_Problem requirements_. Return the entries in full, exactly as written.

++++ Data under study

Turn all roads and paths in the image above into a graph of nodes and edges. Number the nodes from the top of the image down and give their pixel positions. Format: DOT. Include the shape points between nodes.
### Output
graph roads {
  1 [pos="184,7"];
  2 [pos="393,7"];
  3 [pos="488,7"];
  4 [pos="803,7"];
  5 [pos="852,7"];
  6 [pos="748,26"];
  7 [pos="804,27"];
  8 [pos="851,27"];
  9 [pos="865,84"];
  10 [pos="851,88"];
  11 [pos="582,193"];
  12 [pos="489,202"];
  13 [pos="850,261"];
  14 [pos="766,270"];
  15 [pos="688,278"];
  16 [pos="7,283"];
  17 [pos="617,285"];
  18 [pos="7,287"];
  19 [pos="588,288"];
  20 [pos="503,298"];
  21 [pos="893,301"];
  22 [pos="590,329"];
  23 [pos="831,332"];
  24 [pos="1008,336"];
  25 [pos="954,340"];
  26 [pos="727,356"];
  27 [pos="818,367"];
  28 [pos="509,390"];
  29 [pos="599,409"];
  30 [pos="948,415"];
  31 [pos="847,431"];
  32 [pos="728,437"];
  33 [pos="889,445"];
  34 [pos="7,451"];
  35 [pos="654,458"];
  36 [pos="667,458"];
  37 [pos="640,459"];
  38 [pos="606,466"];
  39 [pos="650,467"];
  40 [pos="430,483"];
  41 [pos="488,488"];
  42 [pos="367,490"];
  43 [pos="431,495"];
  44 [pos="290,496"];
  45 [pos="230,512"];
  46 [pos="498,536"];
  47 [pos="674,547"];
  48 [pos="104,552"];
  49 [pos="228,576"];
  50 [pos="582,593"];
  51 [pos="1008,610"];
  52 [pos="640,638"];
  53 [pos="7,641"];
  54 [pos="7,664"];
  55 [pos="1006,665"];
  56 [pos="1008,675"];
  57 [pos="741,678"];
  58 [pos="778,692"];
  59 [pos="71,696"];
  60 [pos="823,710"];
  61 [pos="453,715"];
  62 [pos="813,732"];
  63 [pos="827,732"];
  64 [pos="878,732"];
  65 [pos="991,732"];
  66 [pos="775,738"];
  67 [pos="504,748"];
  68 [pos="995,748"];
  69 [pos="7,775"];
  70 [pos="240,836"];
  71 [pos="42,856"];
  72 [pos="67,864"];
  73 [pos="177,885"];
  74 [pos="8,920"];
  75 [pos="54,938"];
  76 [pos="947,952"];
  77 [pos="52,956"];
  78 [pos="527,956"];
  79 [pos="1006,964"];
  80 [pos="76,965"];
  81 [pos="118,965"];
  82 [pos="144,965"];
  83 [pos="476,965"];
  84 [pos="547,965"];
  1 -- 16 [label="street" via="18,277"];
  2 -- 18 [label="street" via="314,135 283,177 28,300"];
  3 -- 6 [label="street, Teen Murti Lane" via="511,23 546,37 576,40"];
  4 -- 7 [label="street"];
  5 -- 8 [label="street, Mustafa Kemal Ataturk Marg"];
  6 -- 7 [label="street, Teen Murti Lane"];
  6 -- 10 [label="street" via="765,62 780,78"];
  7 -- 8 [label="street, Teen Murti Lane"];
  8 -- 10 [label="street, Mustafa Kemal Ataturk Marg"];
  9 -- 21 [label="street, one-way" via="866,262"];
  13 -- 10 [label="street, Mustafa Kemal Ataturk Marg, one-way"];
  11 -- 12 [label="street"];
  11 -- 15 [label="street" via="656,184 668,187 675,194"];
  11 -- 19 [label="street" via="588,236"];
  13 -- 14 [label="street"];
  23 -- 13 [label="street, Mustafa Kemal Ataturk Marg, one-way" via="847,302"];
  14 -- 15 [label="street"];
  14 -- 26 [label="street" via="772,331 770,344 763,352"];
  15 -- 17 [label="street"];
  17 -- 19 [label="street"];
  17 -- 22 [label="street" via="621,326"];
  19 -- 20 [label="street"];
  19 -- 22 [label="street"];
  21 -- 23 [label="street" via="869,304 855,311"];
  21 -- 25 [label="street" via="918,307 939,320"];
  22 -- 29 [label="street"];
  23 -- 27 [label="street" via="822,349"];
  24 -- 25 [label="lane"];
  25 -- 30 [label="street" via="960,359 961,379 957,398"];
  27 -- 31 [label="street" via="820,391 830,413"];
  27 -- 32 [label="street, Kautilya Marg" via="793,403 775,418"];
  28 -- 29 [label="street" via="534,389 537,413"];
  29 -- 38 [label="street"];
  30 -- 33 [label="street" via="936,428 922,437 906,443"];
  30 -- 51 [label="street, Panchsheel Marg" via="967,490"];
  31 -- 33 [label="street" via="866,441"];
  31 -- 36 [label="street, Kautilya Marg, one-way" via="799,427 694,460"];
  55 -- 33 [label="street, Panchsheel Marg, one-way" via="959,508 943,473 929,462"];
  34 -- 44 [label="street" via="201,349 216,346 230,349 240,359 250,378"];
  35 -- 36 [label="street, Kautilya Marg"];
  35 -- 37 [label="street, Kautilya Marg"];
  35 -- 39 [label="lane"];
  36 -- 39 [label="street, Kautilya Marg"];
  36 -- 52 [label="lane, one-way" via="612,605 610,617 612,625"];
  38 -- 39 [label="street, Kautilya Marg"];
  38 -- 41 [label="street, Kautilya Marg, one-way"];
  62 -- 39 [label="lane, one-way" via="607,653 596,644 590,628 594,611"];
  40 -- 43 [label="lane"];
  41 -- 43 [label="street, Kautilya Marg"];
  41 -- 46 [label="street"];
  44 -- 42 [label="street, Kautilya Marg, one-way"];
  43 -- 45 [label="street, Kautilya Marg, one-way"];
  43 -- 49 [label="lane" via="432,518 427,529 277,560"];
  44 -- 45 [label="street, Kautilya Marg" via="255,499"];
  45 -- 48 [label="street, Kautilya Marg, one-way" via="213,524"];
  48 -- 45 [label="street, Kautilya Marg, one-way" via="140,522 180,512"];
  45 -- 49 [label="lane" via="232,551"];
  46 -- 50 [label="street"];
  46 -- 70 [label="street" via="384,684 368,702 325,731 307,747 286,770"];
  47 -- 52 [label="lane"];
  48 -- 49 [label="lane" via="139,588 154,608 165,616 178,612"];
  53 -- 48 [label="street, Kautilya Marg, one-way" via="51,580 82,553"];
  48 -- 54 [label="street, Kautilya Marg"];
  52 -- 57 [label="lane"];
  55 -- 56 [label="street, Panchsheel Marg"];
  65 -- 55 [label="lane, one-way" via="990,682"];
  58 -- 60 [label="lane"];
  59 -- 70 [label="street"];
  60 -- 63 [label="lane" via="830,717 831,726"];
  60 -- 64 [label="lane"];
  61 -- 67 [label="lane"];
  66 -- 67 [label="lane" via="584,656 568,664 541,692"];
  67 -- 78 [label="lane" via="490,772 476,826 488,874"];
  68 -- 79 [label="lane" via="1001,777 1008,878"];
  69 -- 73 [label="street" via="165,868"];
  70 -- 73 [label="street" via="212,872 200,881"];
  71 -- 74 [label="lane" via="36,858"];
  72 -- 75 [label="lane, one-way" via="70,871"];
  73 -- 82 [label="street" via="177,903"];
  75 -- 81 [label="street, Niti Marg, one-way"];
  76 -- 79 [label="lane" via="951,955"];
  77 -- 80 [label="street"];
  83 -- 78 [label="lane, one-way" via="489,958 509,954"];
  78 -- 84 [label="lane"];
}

++++++++

_Solution to this problem_.
Turn all roads and paths in the image above into a graph of nodes and edges. Number the nodes from the top of the image down and give their pixel positions. Format: DOT. Include the shape points between nodes.
### Output
graph roads {
  1 [pos="184,7"];
  2 [pos="393,7"];
  3 [pos="488,7"];
  4 [pos="803,7"];
  5 [pos="852,7"];
  6 [pos="748,26"];
  7 [pos="804,27"];
  8 [pos="851,27"];
  9 [pos="865,84"];
  10 [pos="851,88"];
  11 [pos="582,193"];
  12 [pos="489,202"];
  13 [pos="850,261"];
  14 [pos="766,270"];
  15 [pos="688,278"];
  16 [pos="7,283"];
  17 [pos="617,285"];
  18 [pos="7,287"];
  19 [pos="588,288"];
  20 [pos="503,298"];
  21 [pos="893,301"];
  22 [pos="590,329"];
  23 [pos="831,332"];
  24 [pos="1008,336"];
  25 [pos="954,340"];
  26 [pos="727,356"];
  27 [pos="818,367"];
  28 [pos="509,390"];
  29 [pos="599,409"];
  30 [pos="948,415"];
  31 [pos="847,431"];
  32 [pos="728,437"];
  33 [pos="889,445"];
  34 [pos="7,451"];
  35 [pos="654,458"];
  36 [pos="667,458"];
  37 [pos="640,459"];
  38 [pos="606,466"];
  39 [pos="650,467"];
  40 [pos="430,483"];
  41 [pos="488,488"];
  42 [pos="367,490"];
  43 [pos="431,495"];
  44 [pos="290,496"];
  45 [pos="230,512"];
  46 [pos="498,536"];
  47 [pos="674,547"];
  48 [pos="104,552"];
  49 [pos="228,576"];
  50 [pos="582,593"];
  51 [pos="1008,610"];
  52 [pos="640,638"];
  53 [pos="7,641"];
  54 [pos="7,664"];
  55 [pos="1006,665"];
  56 [pos="1008,675"];
  57 [pos="741,678"];
  58 [pos="778,692"];
  59 [pos="71,696"];
  60 [pos="823,710"];
  61 [pos="453,715"];
  62 [pos="813,732"];
  63 [pos="827,732"];
  64 [pos="878,732"];
  65 [pos="991,732"];
  66 [pos="775,738"];
  67 [pos="504,748"];
  68 [pos="995,748"];
  69 [pos="7,775"];
  70 [pos="240,836"];
  71 [pos="42,856"];
  72 [pos="67,864"];
  73 [pos="177,885"];
  74 [pos="8,920"];
  75 [pos="54,938"];
  76 [pos="947,952"];
  77 [pos="52,956"];
  78 [pos="527,956"];
  79 [pos="1006,964"];
  80 [pos="76,965"];
  81 [pos="118,965"];
  82 [pos="144,965"];
  83 [pos="476,965"];
  84 [pos="547,965"];
  1 -- 16 [label="street" via="18,277"];
  2 -- 18 [label="street" via="314,135 283,177 28,300"];
  3 -- 6 [label="street, Teen Murti Lane" via="511,23 546,37 576,40"];
  4 -- 7 [label="street"];
  5 -- 8 [label="street, Mustafa Kemal Ataturk Marg"];
  6 -- 7 [label="street, Teen Murti Lane"];
  6 -- 10 [label="street" via="765,62 780,78"];
  7 -- 8 [label="street, Teen Murti Lane"];
  8 -- 10 [label="street, Mustafa Kemal Ataturk Marg"];
  9 -- 21 [label="street, one-way" via="866,262"];
  13 -- 10 [label="street, Mustafa Kemal Ataturk Marg, one-way"];
  11 -- 12 [label="street"];
  11 -- 15 [label="street" via="656,184 668,187 675,194"];
  11 -- 19 [label="street" via="588,236"];
  13 -- 14 [label="street"];
  23 -- 13 [label="street, Mustafa Kemal Ataturk Marg, one-way" via="847,302"];
  14 -- 15 [label="street"];
  14 -- 26 [label="street" via="772,331 770,344 763,352"];
  15 -- 17 [label="street"];
  17 -- 19 [label="street"];
  17 -- 22 [label="street" via="621,326"];
  19 -- 20 [label="street"];
  19 -- 22 [label="street"];
  21 -- 23 [label="street" via="869,304 855,311"];
  21 -- 25 [label="street" via="918,307 939,320"];
  22 -- 29 [label="street"];
  23 -- 27 [label="street" via="822,349"];
  24 -- 25 [label="lane"];
  25 -- 30 [label="street" via="960,359 961,379 957,398"];
  27 -- 31 [label="street" via="820,391 830,413"];
  27 -- 32 [label="street, Kautilya Marg" via="793,403 775,418"];
  28 -- 29 [label="street" via="534,389 537,413"];
  29 -- 38 [label="street"];
  30 -- 33 [label="street" via="936,428 922,437 906,443"];
  30 -- 51 [label="street, Panchsheel Marg" via="967,490"];
  31 -- 33 [label="street" via="866,441"];
  31 -- 36 [label="street, Kautilya Marg, one-way" via="799,427 694,460"];
  55 -- 33 [label="street, Panchsheel Marg, one-way" via="959,508 943,473 929,462"];
  34 -- 44 [label="street" via="201,349 216,346 230,349 240,359 250,378"];
  35 -- 36 [label="street, Kautilya Marg"];
  35 -- 37 [label="street, Kautilya Marg"];
  35 -- 39 [label="lane"];
  36 -- 39 [label="street, Kautilya Marg"];
  36 -- 52 [label="lane, one-way" via="612,605 610,617 612,625"];
  38 -- 39 [label="street, Kautilya Marg"];
  38 -- 41 [label="street, Kautilya Marg, one-way"];
  62 -- 39 [label="lane, one-way" via="607,653 596,644 590,628 594,611"];
  40 -- 43 [label="lane"];
  41 -- 43 [label="street, Kautilya Marg"];
  41 -- 46 [label="street"];
  44 -- 42 [label="street, Kautilya Marg, one-way"];
  43 -- 45 [label="street, Kautilya Marg, one-way"];
  43 -- 49 [label="lane" via="432,518 427,529 277,560"];
  44 -- 45 [label="street, Kautilya Marg" via="255,499"];
  45 -- 48 [label="street, Kautilya Marg, one-way" via="213,524"];
  48 -- 45 [label="street, Kautilya Marg, one-way" via="140,522 180,512"];
  45 -- 49 [label="lane" via="232,551"];
  46 -- 50 [label="street"];
  46 -- 70 [label="street" via="384,684 368,702 325,731 307,747 286,770"];
  47 -- 52 [label="lane"];
  48 -- 49 [label="lane" via="139,588 154,608 165,616 178,612"];
  53 -- 48 [label="street, Kautilya Marg, one-way" via="51,580 82,553"];
  48 -- 54 [label="street, Kautilya Marg"];
  52 -- 57 [label="lane"];
  55 -- 56 [label="street, Panchsheel Marg"];
  65 -- 55 [label="lane, one-way" via="990,682"];
  58 -- 60 [label="lane"];
  59 -- 70 [label="street"];
  60 -- 63 [label="lane" via="830,717 831,726"];
  60 -- 64 [label="lane"];
  61 -- 67 [label="lane"];
  66 -- 67 [label="lane" via="584,656 568,664 541,692"];
  67 -- 78 [label="lane" via="490,772 476,826 488,874"];
  68 -- 79 [label="lane" via="1001,777 1008,878"];
  69 -- 73 [label="street" via="165,868"];
  70 -- 73 [label="street" via="212,872 200,881"];
  71 -- 74 [label="lane" via="36,858"];
  72 -- 75 [label="lane, one-way" via="70,871"];
  73 -- 82 [label="street" via="177,903"];
  75 -- 81 [label="street, Niti Marg, one-way"];
  76 -- 79 [label="lane" via="951,955"];
  77 -- 80 [label="street"];
  83 -- 78 [label="lane, one-way" via="489,958 509,954"];
  78 -- 84 [label="lane"];
}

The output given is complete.